However you use the rule, it's only a general (not very accurate) guide. 5 inches of neon tetra is going to pump out a lot less waste than a juvi 5" oscar or plec. It doesn't take into account of dietary habits, height / girth of fish etc

It's OK when stocking with small fish (like Kenorsanc suggested) but of little use with larger fish.

I go off my common sense, research, experience etc and look out for tanks with no ammonia nor nitrite, low nitrate (under 40ppm) maintained at or under this with 25% weekly water changes, little / no aggression, compatible species and correct sexing if needed and fish behaving 'naturally' for their species as evidence of a correctly stocked tank


----------



## snakelover (Dec 17, 2006)

most of my fish ar tiny or little. iv got 5 big fish which are around 4inch the biggest


----------



## intravenous (Dec 20, 2006)

Kenorsanc said:


> Sorry snake lover!!! Intravenous I got my calculations from the PFK website which is pretty good in my opinion don't know the exact formula that they use.
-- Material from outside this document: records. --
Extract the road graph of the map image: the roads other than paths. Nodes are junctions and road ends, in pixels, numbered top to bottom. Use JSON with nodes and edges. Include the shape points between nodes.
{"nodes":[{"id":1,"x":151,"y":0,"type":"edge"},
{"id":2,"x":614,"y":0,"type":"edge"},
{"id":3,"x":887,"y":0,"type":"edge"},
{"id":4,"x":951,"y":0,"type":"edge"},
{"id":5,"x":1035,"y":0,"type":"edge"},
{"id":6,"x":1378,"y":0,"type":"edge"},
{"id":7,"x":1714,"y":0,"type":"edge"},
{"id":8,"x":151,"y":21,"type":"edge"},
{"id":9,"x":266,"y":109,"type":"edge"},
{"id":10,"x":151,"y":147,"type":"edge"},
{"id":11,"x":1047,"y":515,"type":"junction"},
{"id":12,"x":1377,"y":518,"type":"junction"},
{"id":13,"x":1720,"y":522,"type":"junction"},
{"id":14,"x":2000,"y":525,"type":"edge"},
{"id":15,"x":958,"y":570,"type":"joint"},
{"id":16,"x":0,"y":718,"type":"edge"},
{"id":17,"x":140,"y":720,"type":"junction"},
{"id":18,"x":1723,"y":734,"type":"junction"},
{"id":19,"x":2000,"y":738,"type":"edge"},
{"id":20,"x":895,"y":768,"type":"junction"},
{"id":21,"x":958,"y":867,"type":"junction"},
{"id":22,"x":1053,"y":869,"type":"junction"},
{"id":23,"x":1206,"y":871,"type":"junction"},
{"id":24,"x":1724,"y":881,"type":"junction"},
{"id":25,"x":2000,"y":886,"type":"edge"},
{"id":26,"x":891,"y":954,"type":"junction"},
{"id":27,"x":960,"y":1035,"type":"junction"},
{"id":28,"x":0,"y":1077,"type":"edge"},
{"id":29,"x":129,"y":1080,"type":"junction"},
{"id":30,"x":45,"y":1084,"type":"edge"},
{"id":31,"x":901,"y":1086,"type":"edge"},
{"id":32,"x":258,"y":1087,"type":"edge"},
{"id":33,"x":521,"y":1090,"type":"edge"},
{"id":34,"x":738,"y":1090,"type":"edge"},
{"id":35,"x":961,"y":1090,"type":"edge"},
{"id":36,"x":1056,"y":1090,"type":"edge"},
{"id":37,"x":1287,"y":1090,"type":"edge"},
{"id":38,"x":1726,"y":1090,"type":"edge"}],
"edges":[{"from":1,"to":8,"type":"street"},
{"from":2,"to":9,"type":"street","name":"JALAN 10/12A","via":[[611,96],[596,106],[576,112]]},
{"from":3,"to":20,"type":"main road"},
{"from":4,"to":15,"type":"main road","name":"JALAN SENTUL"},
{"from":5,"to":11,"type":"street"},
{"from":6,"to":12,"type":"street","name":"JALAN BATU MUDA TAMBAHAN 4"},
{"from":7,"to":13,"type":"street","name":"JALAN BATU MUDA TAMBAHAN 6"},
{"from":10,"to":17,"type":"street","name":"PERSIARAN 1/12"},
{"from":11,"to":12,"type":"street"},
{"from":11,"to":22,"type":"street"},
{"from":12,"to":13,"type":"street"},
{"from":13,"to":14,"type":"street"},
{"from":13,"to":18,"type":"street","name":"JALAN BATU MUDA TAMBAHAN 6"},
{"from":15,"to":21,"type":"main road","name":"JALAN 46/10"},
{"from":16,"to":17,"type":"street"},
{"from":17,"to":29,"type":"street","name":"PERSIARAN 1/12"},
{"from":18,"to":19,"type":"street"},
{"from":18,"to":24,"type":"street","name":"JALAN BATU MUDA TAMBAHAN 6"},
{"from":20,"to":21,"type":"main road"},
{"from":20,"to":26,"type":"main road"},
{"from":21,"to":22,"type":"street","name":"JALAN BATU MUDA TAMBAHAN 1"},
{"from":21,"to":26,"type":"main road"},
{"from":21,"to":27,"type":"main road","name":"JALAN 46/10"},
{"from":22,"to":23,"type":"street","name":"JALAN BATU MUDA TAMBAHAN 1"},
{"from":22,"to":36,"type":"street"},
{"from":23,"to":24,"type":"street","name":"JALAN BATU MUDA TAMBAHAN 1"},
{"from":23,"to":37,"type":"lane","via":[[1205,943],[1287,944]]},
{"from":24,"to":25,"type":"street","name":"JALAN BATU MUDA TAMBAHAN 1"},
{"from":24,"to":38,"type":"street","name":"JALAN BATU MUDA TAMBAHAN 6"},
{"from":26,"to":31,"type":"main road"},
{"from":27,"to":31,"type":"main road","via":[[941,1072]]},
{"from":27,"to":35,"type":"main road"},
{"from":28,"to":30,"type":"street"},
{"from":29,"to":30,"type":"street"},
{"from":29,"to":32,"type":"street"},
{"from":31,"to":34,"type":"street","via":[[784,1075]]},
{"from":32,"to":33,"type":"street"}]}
Ah, ok. I didn't know they had one? I use thinkfish.co.uk "Community creator" for a general idea of my tank.

But I find the 1 inch per gallon rule, and that the tank should be a minimum of "4x long, 2x wide and 2x tall", where x is the adult length of the largest fish in the tank.

I'm thinking of writing a general tropical fish care/help sheet so having rules (with examples) will help people I think, rather than directing them to a website.


----------



## RachelS (Jan 20, 2007)

Think Fish tend to be overly generous as well - perhaps not as much so as PFK


----------



## intravenous (Dec 20, 2006)

> However you use the rule, it's only a general (not very accurate) guide. 5 inches of neon tetra is going to pump out a lot less waste than a juvi 5" oscar or plec. It doesn't take into account of dietary habits, height / girth of fish etc
> 
> It's OK when stocking with small fish (like Kenorsanc suggested) but of little use with larger fish.


I know, which is why I advise two rules: that one and:



> the tank should be a minimum of "4x long, 2x wide and 2x tall", where x is the adult length of the largest fish in the tank.


I know these rules aren't fool proof and I tend to use my own common sense instead when stocking my tanks but as I said in my previous post I'm planning on writing a tropical fish care/help sheet for complete newbies and I think these two rules are valuable when you're just starting out .



> most of my fish ar tiny or little. iv got 5 big fish which are around 4inch the biggest


You have to consider the adult size of your fish, not their current size. How big will all your fish grow to be?


----------



## mike515 (Sep 12, 2006)

the length "rule" cant be taken as fish keeping law. You wouldnt keep a 2 inch fish in a 2 inch tank so it needs to used with a bit of common sense.

Generally most smaller tetras, guppies platys etc, should really have a 18inch plus tank.

smaller cichlids (apistogrammas, kribs, essentially, "the community tank" cichlids) need 2foot per pair.

then theres your combination. Kribs not with american cichlids (it can be done, but that doesn't mean it should be, they require different water chemistrys)

Again though, why do you think you can justify keeping a fish in a tank two small for it just because you will deal with the problem when it happens? You wouldn't buy a snake without researching, or at least knowing what it is, so why do it with fish. The whole pangasius thing, it's like you going out and buying a Retic for a 3 foot viv. It aint gonna work. But you wouldn't do that, because you would have researched. Try doing it with your fish, you might actually work out why your gouramis died


----------



## Kenorsanc (Dec 10, 2006)

Anyway back on subject snakelover did you know how old your gouramis were ie did they grow and did you notice any bullying/abnormal behavior in the days running up to their death.


----------